Mysterious lead cache found by waterfront

Mysterious lead cache found by waterfront

By Missy Schrott |

Research for the Combined Sewer Overflow remediation project uncovered a mysterious cache of lead along the waterfront.

Alexandria’s combined sewer system has been a concern for decades. During heavy rains, a mixture of wastewater and stormwater runoff discharges through four combined sewer outfalls into the Potomac River. In April 2017, the Virginia General Assembly passed a bill requiring the outfalls be remediated by July 1, 2025 – a feat that will involve extensive excavation and reconstruction in Old Town.

Alexandria Renew Enterprises has taken the lead on the project through a program called RiverRenew. Since July 2018, the organization has been conducting a subsurface exploration program in preparation for constructing an underground tunnel system that will direct combined sewage to the AlexRenew wastewater treatment facility.

The subsurface exploration program has involved boring and collecting soil samples at 70 locations. It was during exploration at CSO-001, the outfall near Oronoco Bay Park, that RiverRenew came across the lead, according to Caitlin Feehan, program manager for RiverRenew.

After coming across the elevated levels of lead in the soil, RiverRenew conducted more borings to understand the size and scope of the impacted soil.

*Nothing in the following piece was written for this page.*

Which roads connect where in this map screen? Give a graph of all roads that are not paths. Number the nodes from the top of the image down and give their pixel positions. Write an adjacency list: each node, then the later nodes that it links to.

There are about 22,000 total cubic yards of soil – the size of about seven Olympic-sized pools – at the CSO-001 site that will need to be excavated to allow construction of the tunnel system. Of those 22,000 cubic yards, about 3 percent, or 660 cubic yards, is impacted by lead, Feehan said.

Because lead can be dangerous, RiverRenew is taking extra precautions to remove the impacted soil.

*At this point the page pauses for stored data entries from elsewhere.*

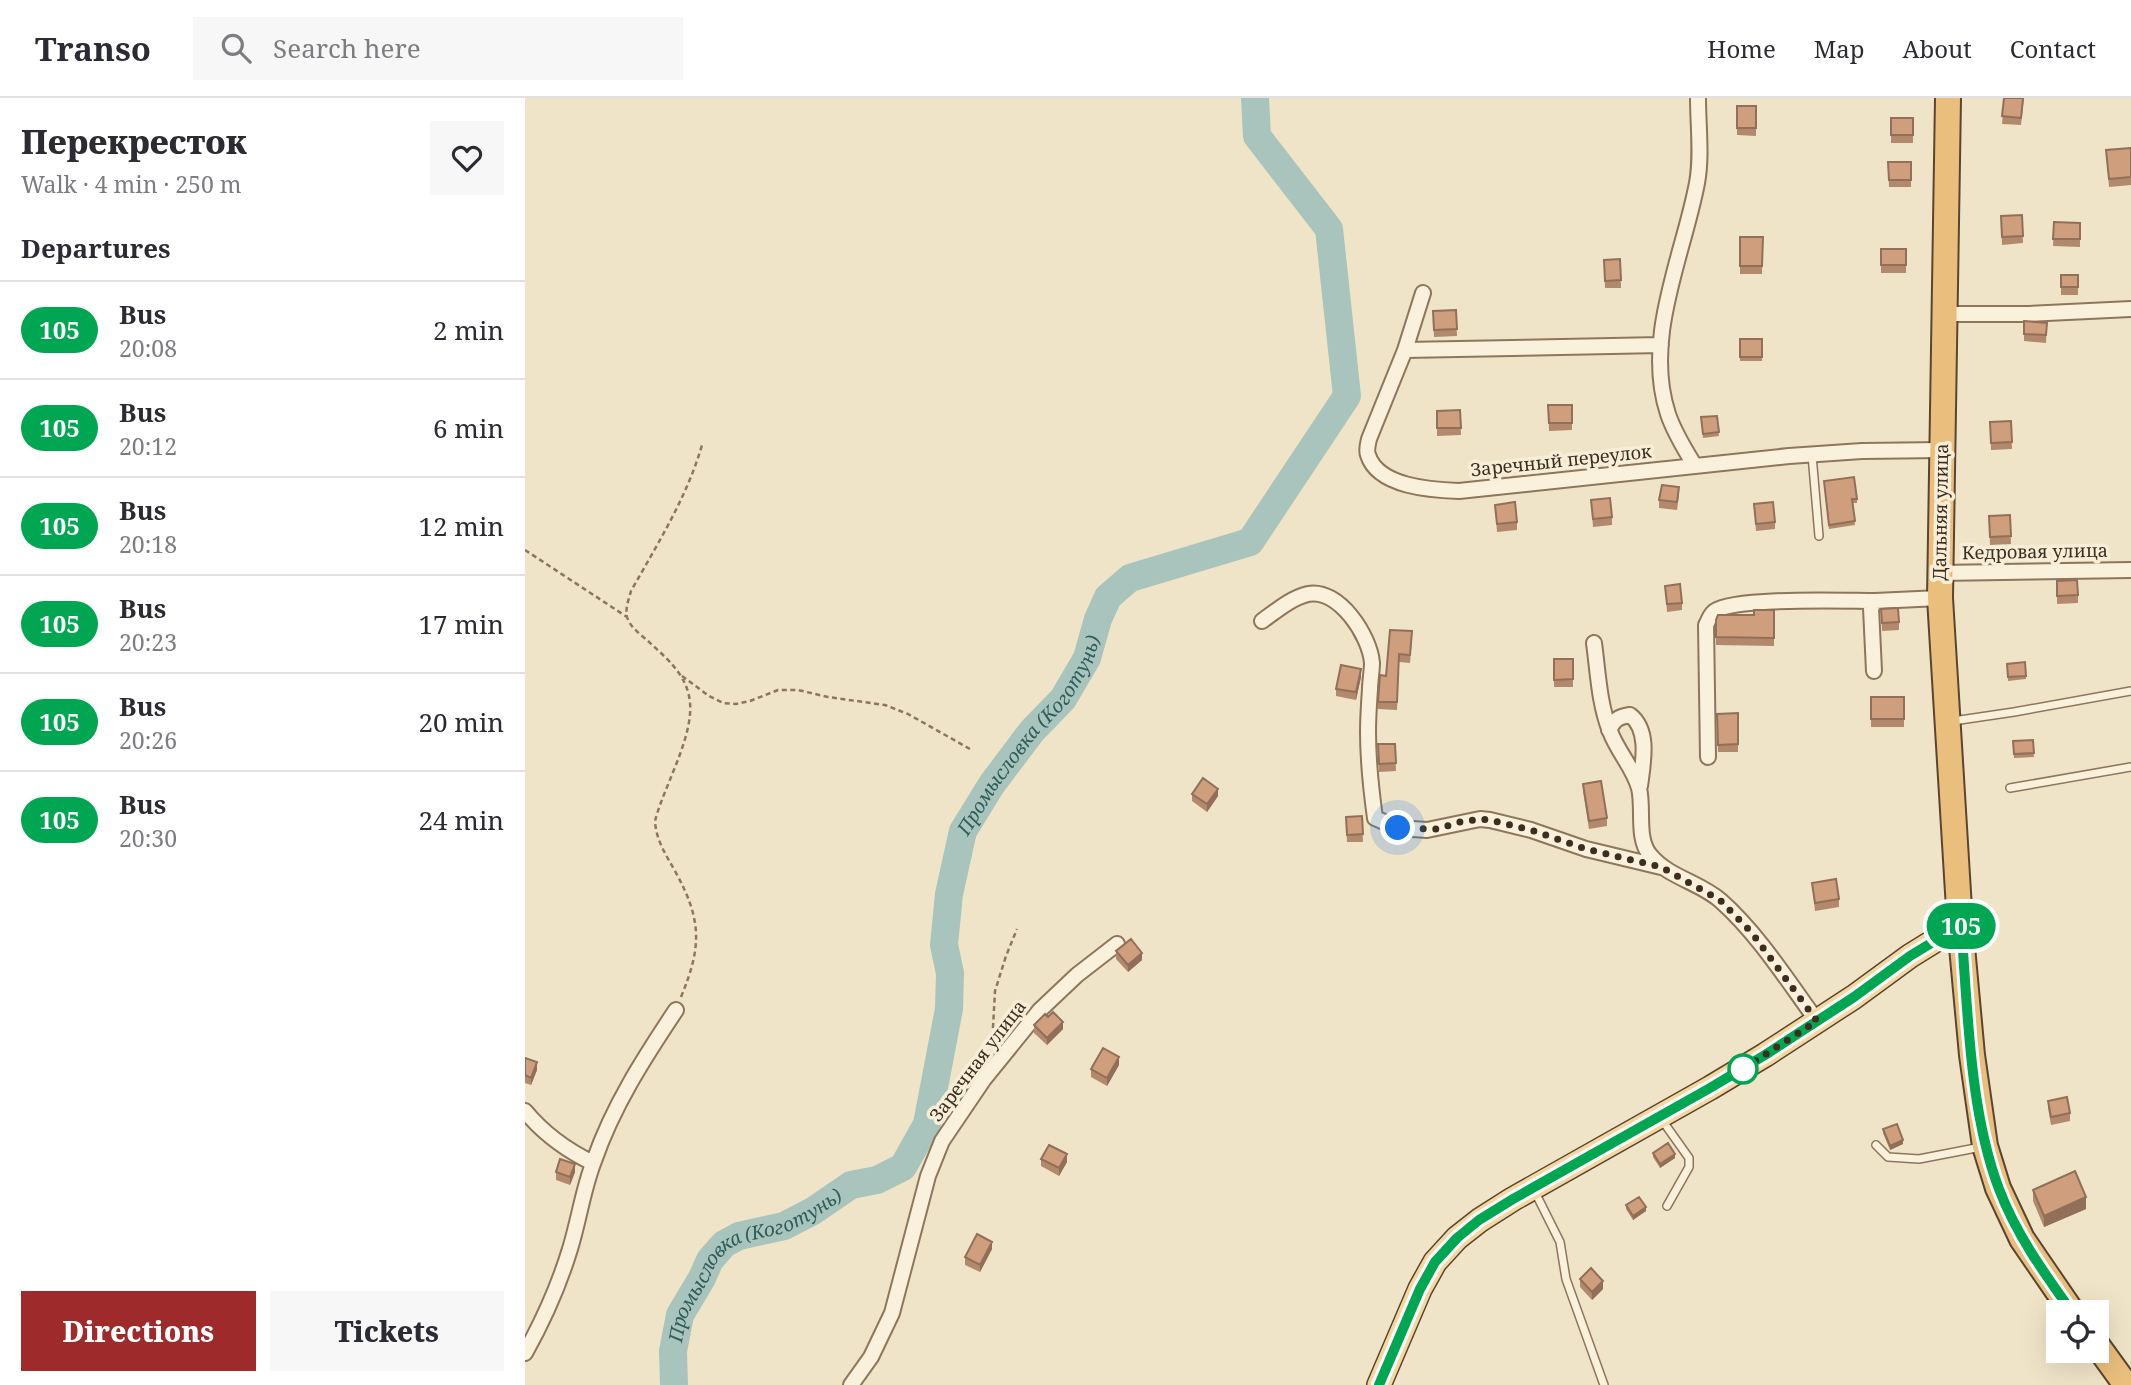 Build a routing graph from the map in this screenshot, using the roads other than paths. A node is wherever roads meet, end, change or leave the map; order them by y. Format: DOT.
graph roads {
  1 [pos="1698,98"];
  2 [pos="1948,98"];
  3 [pos="1423,293"];
  4 [pos="2131,309"];
  5 [pos="1944,314"];
  6 [pos="1661,345"];
  7 [pos="1405,350"];
  8 [pos="1942,450"];
  9 [pos="1812,454"];
  10 [pos="1695,466"];
  11 [pos="1819,536"];
  12 [pos="2131,570"];
  13 [pos="1940,573"];
  14 [pos="1940,598"];
  15 [pos="1874,601"];
  16 [pos="1262,621"];
  17 [pos="1594,643"];
  18 [pos="1874,671"];
  19 [pos="2131,691"];
  20 [pos="1949,721"];
  21 [pos="1609,730"];
  22 [pos="1708,757"];
  23 [pos="2131,767"];
  24 [pos="2010,788"];
  25 [pos="1639,790"];
  26 [pos="1661,867"];
  27 [pos="1961,925"];
  28 [pos="1117,944"];
  29 [pos="676,1010"];
  30 [pos="1817,1021"];
  31 [pos="525,1111"];
  32 [pos="1660,1117"];
  33 [pos="1876,1145"];
  34 [pos="1985,1146"];
  35 [pos="593,1163"];
  36 [pos="1533,1188"];
  37 [pos="1667,1206"];
  38 [pos="2064,1300"];
  39 [pos="525,1353"];
  40 [pos="2109,1362"];
  41 [pos="851,1385"];
  42 [pos="1380,1385"];
  43 [pos="1604,1385"];
  44 [pos="2126,1385"];
  1 -- 6 [label="street"];
  2 -- 5 [label="highway, Дальняя улица"];
  3 -- 7 [label="street, Заречный переулок"];
  4 -- 5 [label="street"];
  5 -- 8 [label="highway, Дальняя улица"];
  6 -- 7 [label="street"];
  6 -- 10 [label="street"];
  7 -- 10 [label="street, Заречный переулок"];
  8 -- 9 [label="street, Заречный переулок"];
  8 -- 13 [label="highway, Дальняя улица"];
  9 -- 10 [label="street, Заречный переулок"];
  9 -- 11 [label="lane"];
  12 -- 13 [label="street, Кедровая улица"];
  13 -- 14 [label="highway, Дальняя улица"];
  14 -- 15 [label="street"];
  14 -- 20 [label="highway, Дальняя улица"];
  15 -- 18 [label="street"];
  15 -- 22 [label="street"];
  16 -- 26 [label="street"];
  17 -- 21 [label="street"];
  19 -- 20 [label="lane"];
  20 -- 27 [label="highway, Дальняя улица"];
  21 -- 25 [label="street"];
  21 -- 25 [label="street"];
  23 -- 24 [label="lane"];
  25 -- 26 [label="street"];
  26 -- 30 [label="street"];
  27 -- 30 [label="main road"];
  27 -- 34 [label="highway, Дальняя улица"];
  28 -- 41 [label="street, Заречная улица"];
  29 -- 35 [label="street"];
  30 -- 32 [label="main road"];
  31 -- 35 [label="street"];
  32 -- 36 [label="main road"];
  32 -- 37 [label="lane"];
  33 -- 34 [label="lane"];
  34 -- 38 [label="highway, Дальняя улица"];
  35 -- 39 [label="street"];
  36 -- 42 [label="main road"];
  36 -- 43 [label="lane"];
  40 -- 44 [label="highway"];
}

“When we found the lead-impacted soil, we took it a step further and are incorporating additional controls to handle the soil and further ensure that residents are not exposed to lead,” Feehan said.

The removal process for the band of lead will involve loading the soil into watertight soil bags, individually loading the bags into a lined truck bed, covering them with a tarp and tying down the tarp, Feehan said. The trucks carrying the impacted soil will go through two wheel-washes and be inspected before leaving the site. The trucks will then take the soil to a special landfill that will dispose of it.

It will take about one month and 75 truck loads to remove the impacted soil, Feehan said. Because RiverRenew would have been excavating the soil anyway, it does not impact the timeline of the CSO project.

RiverRenew informed the RiverRenew Stakeholder Advisory Group and the city council-AlexRenew workgroup of the lead discovery at meetings in December.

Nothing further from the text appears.